Thanks to Sarah Kliff, who writes for Ezra Klein’s Wonkblog over at the Washington Post for her summary of key health reform dates to watch in 2012. Most Americans don’t keep a close on eye on the implementation process after a law has passed, and with something as big as the Affordable Care Act, it can be especially challenging to know what’s happening when.
Thanks to Sarah Kliff, who writes for Ezra Klein’s Wonkblog over at the Washington Post for her summary of key health reform dates to watch in 2012. Most Americans don’t keep a close on eye on the implementation process after a law has passed, and with something as big as the Affordable Care Act, it can be especially challenging to know what’s happening when. Most folks know that the law was enacted in 2010, and many of them know that the law doesn’t take full effect until 2014, but aside from those mile-markers, things can seem like a mess.

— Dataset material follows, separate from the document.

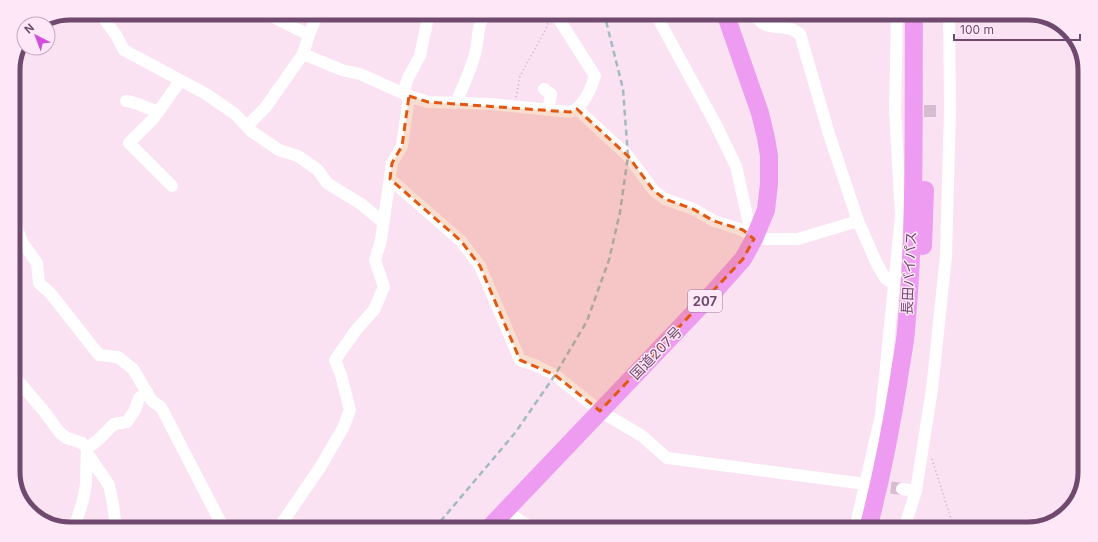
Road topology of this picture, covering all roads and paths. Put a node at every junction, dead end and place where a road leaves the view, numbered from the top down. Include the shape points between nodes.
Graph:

This year, however, stands to be a big one for health reform, and one of the key dates is already behind us. On January 1, the accountable care organizations, or ACOs, came online, with the goal of controlling costs by paying for comprehensive delivery of high quality care. It’s a demonstration project that could move the country away from fee-for-service and towards patient-centered models of health care. That is, if it works, which we won’t know for a while.
Next up, at the end of March, the Supreme Court will hear oral arguments about the constitutionality of the Affordable Care Act, which I’ve written about several times already. The expectation is that a decision will be handed down in early summer.

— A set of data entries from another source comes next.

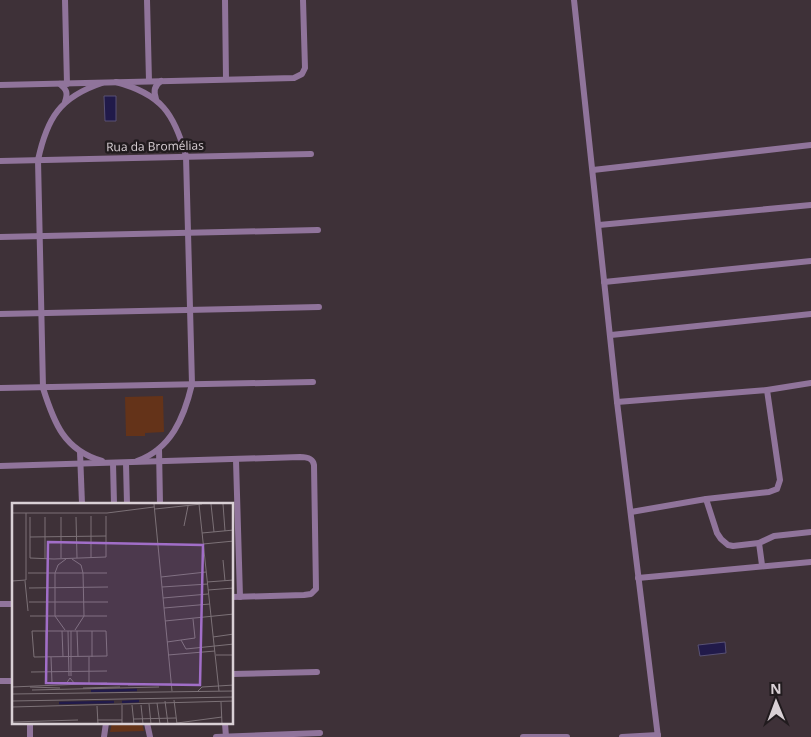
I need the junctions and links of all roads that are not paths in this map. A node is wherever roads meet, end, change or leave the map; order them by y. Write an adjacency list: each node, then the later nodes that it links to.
1 (66, 0): 11 (street)
2 (147, 0): 7 (street)
3 (225, 0): 6 (street)
4 (302, 0): 6 (street)
5 (574, 0): 20 (street)
6 (226, 79): 8 (street)
7 (149, 81): 8 (street); 9 (street)
8 (161, 81): 13 (street)
9 (116, 82): 10 (street); 13 (street)
10 (102, 83): 11 (street); 14 (street)
11 (64, 84): 12 (street); 14 (street)
12 (0, 85)
13 (156, 100): 17 (street)
14 (65, 103): 18 (street)
15 (811, 145): 20 (street)
16 (311, 154): 17 (street, Rua da Bromélias)
17 (186, 156): 18 (street, Rua da Bromélias); 24 (street)
18 (38, 160): 19 (street, Rua da Bromélias); 25 (street)
19 (0, 161)
20 (593, 170): 22 (street)
21 (811, 205): 22 (street)
22 (599, 225): 28 (street)
23 (318, 230): 24 (street)
24 (188, 233): 25 (street); 30 (street)
25 (39, 236): 26 (street); 31 (street)
26 (0, 237)
27 (811, 261): 28 (street)
28 (604, 282): 34 (street)
29 (319, 307): 30 (street)
30 (190, 310): 31 (street); 37 (street)
31 (40, 313): 32 (street); 39 (street)
32 (0, 314)
33 (811, 314): 34 (street)
34 (611, 335): 41 (street)
35 (313, 382): 37 (street)
36 (811, 383): 40 (street)
37 (192, 384): 39 (street); 42 (street)
38 (0, 388): 39 (street)
39 (43, 388): 43 (street)
40 (767, 390): 41 (street); 50 (street)
41 (617, 402): 55 (street)
42 (159, 449): 45 (street); 47 (street)
43 (80, 452): 46 (street); 48 (street)
44 (236, 460): 45 (street); 61 (street); 61 (street)
45 (159, 462): 47 (street); 54 (street)
46 (113, 463): 47 (street); 48 (street); 52 (street)
47 (126, 463): 53 (street)
48 (81, 464): 49 (street); 51 (street)
49 (0, 466)
50 (706, 499): 55 (street); 57 (street)
51 (82, 503)
52 (114, 503)
53 (127, 503)
54 (160, 503)
55 (631, 512): 60 (street)
56 (811, 532): 57 (street)
57 (759, 543): 59 (street)
58 (811, 562): 59 (street)
59 (762, 565): 60 (street)
60 (638, 578): 69 (street)
61 (236, 597)
62 (317, 672): 63 (street)
63 (234, 674)
64 (30, 724): 70 (street)
65 (106, 724): 71 (street)
66 (147, 724): 72 (street)
67 (225, 724): 74 (street)
68 (320, 733): 74 (street)
69 (658, 736): 77 (street)
70 (30, 737)
71 (104, 737)
72 (150, 737)
73 (216, 737): 74 (street)
74 (226, 737)
75 (523, 737): 76 (street)
76 (567, 737)
77 (622, 737)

The final big events of the year take place in the fall and early winter. On October 1, additional Medicare payment reforms will be implemented which will further change how hospitals get paid. This includes things like “pay for performance” and penalties for avoidable rehospitalizations. Then things get interesting. November 3 is election day, and the outcome will go a long way in determining the future of health reform implementation. If the GOP nominee takes the White House and the Republicans retain control of the House and/or gain control of the Senate, the ACA will likely be derailed. I don’t think that the law will be repealed under such conditions, but it may effectively be killed by cutting funding, tying the executive branch in knots, and other such strategies that choke out implementation. On the other hand, if Obama is re-elected, things are likely to move forward, regardless of the outcome of the Supreme Court decision.
In the latter case, December 31, the last day of the year, will retain its current importance as the deadline by which states must have received approval from the Obama administration for their health insurance exchange. Remember: States were permitted to design their own exchanges that met federal minimums. If they failed to do so, Uncle Sam promises to step in and do it for them. When the ball drops in Times Square to usher in 2013, we’ll know which states stepped up, and which stepped out.